But if you want to get what's yours (and to me it looks like a buy-out offer
is the best that is in the cards) it helps if you have as much documentation
as you can find, then visit a lawyer that will take your case on a no-cure-no-
pay basis. Otherwise you might be out a large amount of $ just to find that
you won't get anything at all (or just enough to pay your lawyer...).

It also helps to get an idea of what you think this company is worth. If it is
worth more than several tens of thousands of dollars then you have to explain
why you never had any kind of contract drawn up.

In the current situation, having an argument with your partner is actually a
pretty good moment to figure out where you stand, after all he's still around
to argue with.

Imagine how it would have turned out if one day he'd died and you would have
had to prove to his estate that you own part of it...

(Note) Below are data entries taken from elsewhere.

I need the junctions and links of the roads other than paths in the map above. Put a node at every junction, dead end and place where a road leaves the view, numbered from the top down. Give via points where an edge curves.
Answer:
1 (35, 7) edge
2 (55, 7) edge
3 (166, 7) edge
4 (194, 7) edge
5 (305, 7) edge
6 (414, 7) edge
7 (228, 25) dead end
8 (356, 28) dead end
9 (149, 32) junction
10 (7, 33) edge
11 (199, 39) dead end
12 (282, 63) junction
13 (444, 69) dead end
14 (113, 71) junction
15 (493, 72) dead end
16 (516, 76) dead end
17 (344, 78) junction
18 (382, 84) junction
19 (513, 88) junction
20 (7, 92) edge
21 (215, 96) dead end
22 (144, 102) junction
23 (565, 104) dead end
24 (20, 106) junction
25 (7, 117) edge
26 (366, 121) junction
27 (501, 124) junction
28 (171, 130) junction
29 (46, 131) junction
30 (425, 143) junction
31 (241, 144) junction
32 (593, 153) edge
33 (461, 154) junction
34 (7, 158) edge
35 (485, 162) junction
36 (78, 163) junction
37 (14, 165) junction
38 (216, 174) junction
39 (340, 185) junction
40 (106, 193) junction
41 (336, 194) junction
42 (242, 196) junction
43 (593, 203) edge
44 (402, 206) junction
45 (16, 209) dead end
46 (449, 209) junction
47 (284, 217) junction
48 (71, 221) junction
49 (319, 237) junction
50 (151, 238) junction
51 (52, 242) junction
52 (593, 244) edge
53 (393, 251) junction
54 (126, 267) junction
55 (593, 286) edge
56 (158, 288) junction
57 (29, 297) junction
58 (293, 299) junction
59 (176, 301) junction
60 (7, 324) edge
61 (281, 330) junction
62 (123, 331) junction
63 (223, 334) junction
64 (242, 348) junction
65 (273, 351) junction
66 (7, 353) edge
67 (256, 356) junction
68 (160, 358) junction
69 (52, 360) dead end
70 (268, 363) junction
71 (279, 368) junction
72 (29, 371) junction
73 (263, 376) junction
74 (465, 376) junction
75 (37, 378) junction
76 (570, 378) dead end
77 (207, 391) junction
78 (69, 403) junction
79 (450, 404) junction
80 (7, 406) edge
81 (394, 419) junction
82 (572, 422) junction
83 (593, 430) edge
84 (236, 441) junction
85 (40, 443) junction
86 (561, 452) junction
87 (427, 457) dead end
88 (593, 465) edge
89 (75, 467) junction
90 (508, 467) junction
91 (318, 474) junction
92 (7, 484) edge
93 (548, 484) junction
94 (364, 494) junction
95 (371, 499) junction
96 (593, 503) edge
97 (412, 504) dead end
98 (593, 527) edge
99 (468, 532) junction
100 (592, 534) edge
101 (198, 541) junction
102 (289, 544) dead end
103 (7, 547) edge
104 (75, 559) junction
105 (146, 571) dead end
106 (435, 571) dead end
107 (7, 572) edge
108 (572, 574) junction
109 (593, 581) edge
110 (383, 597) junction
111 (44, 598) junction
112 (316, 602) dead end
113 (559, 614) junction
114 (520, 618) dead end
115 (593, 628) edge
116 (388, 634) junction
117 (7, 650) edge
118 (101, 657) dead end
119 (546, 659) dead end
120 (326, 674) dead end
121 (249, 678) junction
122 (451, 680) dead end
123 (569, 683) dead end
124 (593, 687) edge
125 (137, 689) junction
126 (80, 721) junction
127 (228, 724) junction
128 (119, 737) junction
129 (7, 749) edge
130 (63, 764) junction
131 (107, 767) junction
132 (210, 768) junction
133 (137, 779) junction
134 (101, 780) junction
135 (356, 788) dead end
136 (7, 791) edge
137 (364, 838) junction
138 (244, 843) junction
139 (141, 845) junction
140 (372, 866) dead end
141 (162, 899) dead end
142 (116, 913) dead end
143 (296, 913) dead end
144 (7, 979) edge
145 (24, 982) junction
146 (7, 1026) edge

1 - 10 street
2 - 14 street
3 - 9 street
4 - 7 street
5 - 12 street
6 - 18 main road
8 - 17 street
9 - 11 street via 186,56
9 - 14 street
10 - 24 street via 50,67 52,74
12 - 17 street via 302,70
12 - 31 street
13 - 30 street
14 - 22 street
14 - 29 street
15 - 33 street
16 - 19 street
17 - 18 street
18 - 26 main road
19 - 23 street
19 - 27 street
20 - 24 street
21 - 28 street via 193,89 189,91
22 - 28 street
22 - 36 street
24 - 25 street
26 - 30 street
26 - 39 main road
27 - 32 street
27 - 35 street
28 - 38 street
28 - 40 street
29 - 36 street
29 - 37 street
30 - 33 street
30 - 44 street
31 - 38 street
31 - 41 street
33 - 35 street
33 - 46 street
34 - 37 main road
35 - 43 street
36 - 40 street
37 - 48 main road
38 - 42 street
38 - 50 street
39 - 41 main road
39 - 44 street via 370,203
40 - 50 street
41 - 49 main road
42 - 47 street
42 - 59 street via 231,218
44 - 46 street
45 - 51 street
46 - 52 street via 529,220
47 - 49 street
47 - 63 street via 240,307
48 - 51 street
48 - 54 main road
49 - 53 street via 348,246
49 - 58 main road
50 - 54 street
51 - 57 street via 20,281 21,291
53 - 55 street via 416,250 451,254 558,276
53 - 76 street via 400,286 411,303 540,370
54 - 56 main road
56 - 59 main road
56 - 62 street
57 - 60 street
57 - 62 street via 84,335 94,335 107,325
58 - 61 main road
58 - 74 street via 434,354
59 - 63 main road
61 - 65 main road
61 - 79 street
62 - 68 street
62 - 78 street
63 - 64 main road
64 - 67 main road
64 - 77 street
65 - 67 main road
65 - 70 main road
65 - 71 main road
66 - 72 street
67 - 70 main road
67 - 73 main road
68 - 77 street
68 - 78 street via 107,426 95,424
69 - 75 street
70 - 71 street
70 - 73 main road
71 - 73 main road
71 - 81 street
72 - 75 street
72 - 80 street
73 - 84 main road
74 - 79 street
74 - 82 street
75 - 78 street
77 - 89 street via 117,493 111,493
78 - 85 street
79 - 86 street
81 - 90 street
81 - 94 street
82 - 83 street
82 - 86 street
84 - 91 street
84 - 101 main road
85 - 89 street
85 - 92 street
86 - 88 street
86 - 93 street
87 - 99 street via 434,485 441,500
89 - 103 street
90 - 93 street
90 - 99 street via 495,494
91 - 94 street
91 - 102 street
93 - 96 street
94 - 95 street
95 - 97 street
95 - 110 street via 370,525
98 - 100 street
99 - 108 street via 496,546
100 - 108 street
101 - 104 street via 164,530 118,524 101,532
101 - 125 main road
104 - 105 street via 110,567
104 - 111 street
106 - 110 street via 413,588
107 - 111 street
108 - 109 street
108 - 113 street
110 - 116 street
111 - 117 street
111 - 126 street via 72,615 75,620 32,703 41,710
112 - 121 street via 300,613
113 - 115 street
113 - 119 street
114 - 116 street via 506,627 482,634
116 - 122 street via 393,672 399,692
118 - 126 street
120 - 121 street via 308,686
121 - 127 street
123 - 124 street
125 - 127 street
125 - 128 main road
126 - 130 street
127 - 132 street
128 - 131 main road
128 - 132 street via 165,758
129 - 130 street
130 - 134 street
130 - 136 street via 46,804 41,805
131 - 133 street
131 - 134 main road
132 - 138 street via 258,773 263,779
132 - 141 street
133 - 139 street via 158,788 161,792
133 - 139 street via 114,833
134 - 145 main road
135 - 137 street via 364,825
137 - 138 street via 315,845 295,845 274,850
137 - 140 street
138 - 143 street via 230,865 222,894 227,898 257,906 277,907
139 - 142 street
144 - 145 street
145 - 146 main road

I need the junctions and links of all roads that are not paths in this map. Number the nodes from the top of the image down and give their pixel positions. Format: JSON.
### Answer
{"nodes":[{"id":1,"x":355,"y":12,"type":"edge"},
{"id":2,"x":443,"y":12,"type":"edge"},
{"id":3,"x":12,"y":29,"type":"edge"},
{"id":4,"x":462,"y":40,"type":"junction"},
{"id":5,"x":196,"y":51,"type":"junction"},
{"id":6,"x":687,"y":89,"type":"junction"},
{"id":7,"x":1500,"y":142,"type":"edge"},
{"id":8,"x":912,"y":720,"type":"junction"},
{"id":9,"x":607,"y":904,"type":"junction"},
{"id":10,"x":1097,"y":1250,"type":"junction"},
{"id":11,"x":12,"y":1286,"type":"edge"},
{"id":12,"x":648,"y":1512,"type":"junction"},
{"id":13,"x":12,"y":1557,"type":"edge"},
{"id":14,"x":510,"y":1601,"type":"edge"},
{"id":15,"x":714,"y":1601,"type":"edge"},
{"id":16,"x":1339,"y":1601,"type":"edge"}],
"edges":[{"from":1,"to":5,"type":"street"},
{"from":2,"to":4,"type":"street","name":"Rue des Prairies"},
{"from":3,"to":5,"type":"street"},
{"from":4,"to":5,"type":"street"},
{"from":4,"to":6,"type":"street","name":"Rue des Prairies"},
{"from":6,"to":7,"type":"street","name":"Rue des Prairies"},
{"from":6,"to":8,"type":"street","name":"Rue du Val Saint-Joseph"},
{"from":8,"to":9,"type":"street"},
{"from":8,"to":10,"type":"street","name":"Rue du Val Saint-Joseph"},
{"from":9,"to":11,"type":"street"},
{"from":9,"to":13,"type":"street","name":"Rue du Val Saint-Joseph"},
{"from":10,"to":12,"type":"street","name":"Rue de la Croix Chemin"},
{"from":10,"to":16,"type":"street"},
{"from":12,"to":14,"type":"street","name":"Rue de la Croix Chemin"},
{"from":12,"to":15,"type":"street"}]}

Have a man-to-man talk, lay out the land for him, be fair and pay up what's a
reasonable amount (and be reasonable) then go do something else, or
alternatively offer to buy him out.

If there is no friendly response weigh your options and if you think it is
worth it get a lawyer.

good luck, you'll need it.

This will take a lot of time.

------
cmos
Person A wasn't on any of the incorporation documents? Sounds like Person A
wasn't paying attention, and just got either a very cheap or very expensive
lesson.

I would negotiate for more shares, but then take what you can and move on. If
this is the way Person B does business, why would Person A have any faith that
it will go anywhere? Especially since Person A is no longer working on the
company and chances are wouldn't have left if it was the next Facebook/google?

If Person A had signed an agreement, it probably would have had a bunch of
stock upfront, but then each of you would have a pile that vests over time, so
that if you had left the day after signing the documents, you wouldn't be
owning 50% of the company and not putting in any time.

Person A decided to move on to a different direction. Person A let the company
be incorporated without their name involved. Person A should move on and let
Person B fumble along.

------
enjo
Disclaimer: I'm not a lawyer, and am not providing legal advice. I am,
however, closely related to a partner at a CPA firm who deals with this sort
of fall-out all the time.

The lack of documentation is hugely problematic, and will only be settled by
negotiation or court.

In this case your equity stake in the company is going to be parsed by the
court according to your initial contribution to the company (not total
contribution, INITIAL contribution)... particularly money. They're going to
try and figure out who put money in and when. They'll use that to arrive at an
equity figure and current valuation. This is a really expensive forensic
process, so.. uhm.. be prepared.

There are some pretty interesting tax implications here as well. In some cases
the court will grant additional equity to a founder based on some metric for
amount of work, or expectation of the role at founding. This can have some
interesting tax implications, as the IRS will view that additional equity as
income (and thus the starting capital for the company becomes a huge deal).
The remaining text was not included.